Dominique Martinet wrote on Wed, Jun 28, 2023 at 08:42:41PM +0900:
If flags already has either MFD_EXEC or MFD_NOEXEC_SEAL, you don't check the sysctl at all. [...repro snipped..]
What am I missing?
(Perhaps the intent is just to force people to use the flag so it is easier to check for memfd_create in seccomp or other LSM? But I don't see why such a check couldn't consider the absence of a flag as well, so I don't see the point.)
BTW I find the current behaviour rather hard to use: setting this to 2 should still set NOEXEC by default in my opinion, just refuse anything that explicitly requested EXEC.
And I just noticed it's not possible to lower the value despite having CAP_SYS_ADMIN: what the heck?! I have never seen such a sysctl and it just forced me to reboot because I willy-nilly tested in the init pid namespace, and quite a few applications that don't require exec broke exactly as I described below.
If the user has CAP_SYS_ADMIN there are more container escape methods than I can count, this is basically free pass to root on main namespace anyway, you're not protecting anything. Please let people set the sysctl to what they want.

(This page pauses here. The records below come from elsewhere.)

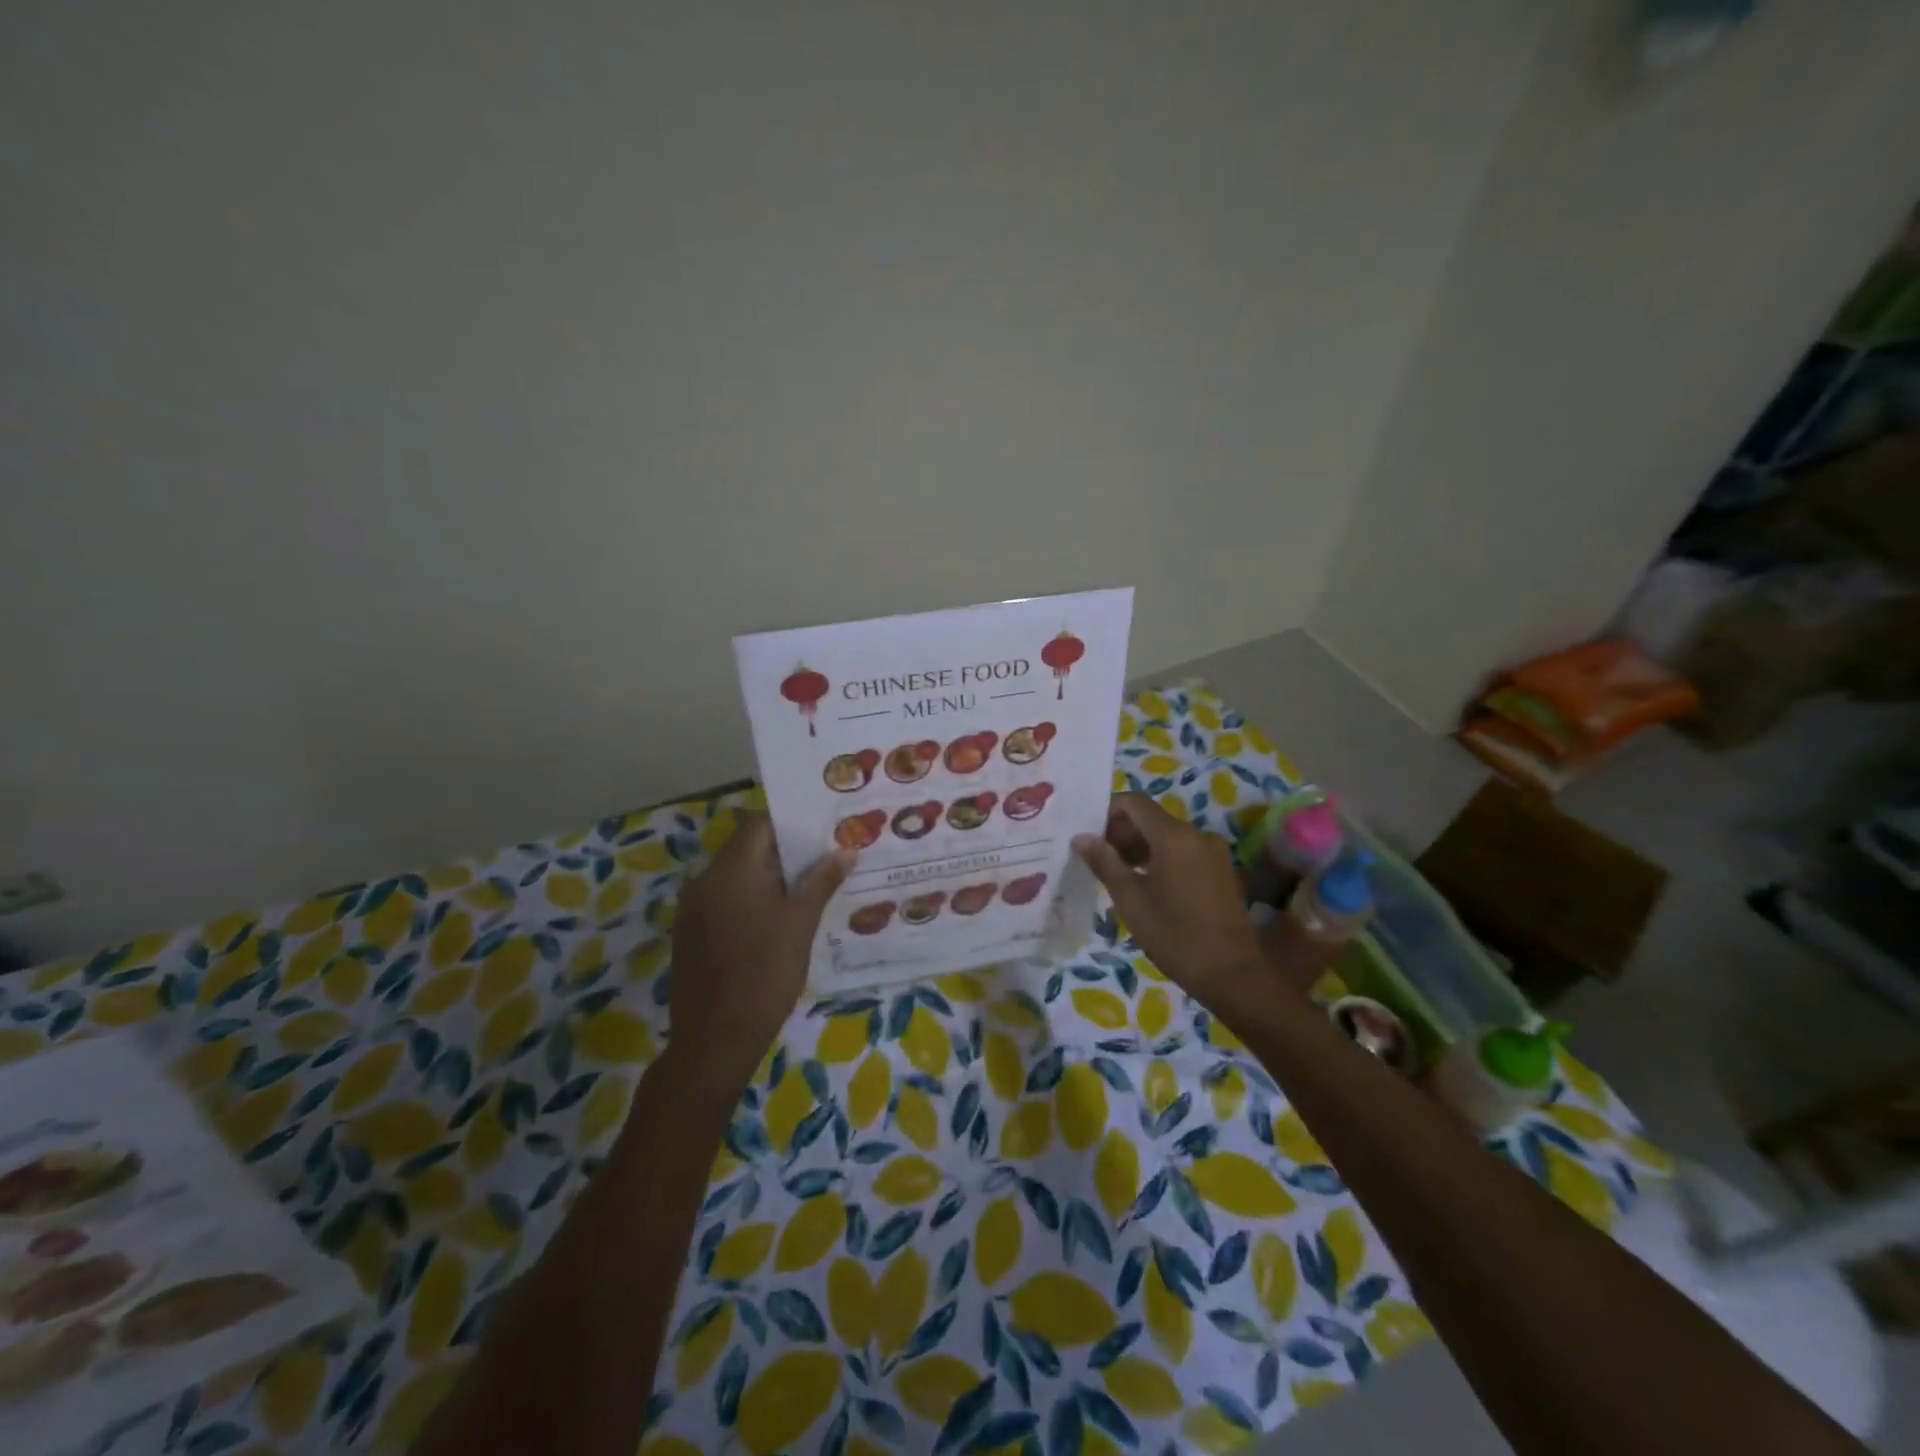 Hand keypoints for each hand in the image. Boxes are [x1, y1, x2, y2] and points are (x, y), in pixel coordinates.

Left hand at [667, 813, 851, 1093]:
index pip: (759, 824)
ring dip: (767, 879)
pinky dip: (749, 901)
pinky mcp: (689, 935)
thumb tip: (846, 850)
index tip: (822, 833)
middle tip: (823, 862)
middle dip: (784, 853)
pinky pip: (723, 902)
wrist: (715, 1039)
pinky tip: (775, 923)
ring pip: (735, 877)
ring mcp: (692, 909)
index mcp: (731, 869)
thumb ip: (822, 881)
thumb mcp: (801, 923)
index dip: (791, 824)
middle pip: (747, 849)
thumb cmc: (765, 973)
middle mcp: (705, 880)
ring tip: (806, 892)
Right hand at [1073, 794, 1276, 1020]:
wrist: (1232, 973)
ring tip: (1119, 875)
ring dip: (1141, 846)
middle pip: (1151, 817)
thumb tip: (1081, 837)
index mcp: (1173, 836)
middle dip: (1122, 832)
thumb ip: (1104, 863)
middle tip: (1099, 860)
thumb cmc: (1174, 935)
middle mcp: (1197, 834)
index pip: (1134, 802)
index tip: (1090, 836)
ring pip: (1167, 835)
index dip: (1108, 812)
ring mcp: (1213, 852)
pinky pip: (1184, 851)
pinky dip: (1161, 858)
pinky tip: (1147, 885)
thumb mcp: (1131, 900)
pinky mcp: (1221, 869)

Sure there's a warn_once that memfd_create was used without seal, but right now on my system it's "used up" 5 seconds after boot by systemd: [ 5.854378] memfd_create() without MFD_EXEC nor MFD_NOEXEC_SEAL, pid=1 'systemd'
And anyway, older kernels will barf up EINVAL when calling memfd_create with MFD_NOEXEC_SEAL, so even if userspace will want to adapt they'll need to try calling memfd_create with the flag once and retry on EINVAL, which let's face it is going to take a while to happen. (Also, the flag has been added to glibc, but not in any release yet)

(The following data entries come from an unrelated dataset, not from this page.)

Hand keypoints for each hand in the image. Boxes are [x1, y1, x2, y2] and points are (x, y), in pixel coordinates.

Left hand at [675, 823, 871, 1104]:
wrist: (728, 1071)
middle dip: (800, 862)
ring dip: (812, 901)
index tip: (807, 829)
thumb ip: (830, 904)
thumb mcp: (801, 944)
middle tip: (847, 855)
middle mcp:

Making calls default to noexec AND refuse exec does what you want (forbid use of exec in an app that wasn't in a namespace that allows exec) while allowing apps that require it to work; that sounds better than making all applications that haven't taken the pain of adding the new flag to me. Well, I guess an app that did require exec without setting the flag will fail in a weird place instead of failing at memfd_create and having a chance to fallback, so it's not like it doesn't make any sense; I don't have such strong feelings about this if the sysctl works, but for my use case I'm more likely to want to take a chance at memfd_create not needing exec than having the flag set. Perhaps a third value if I cared enough...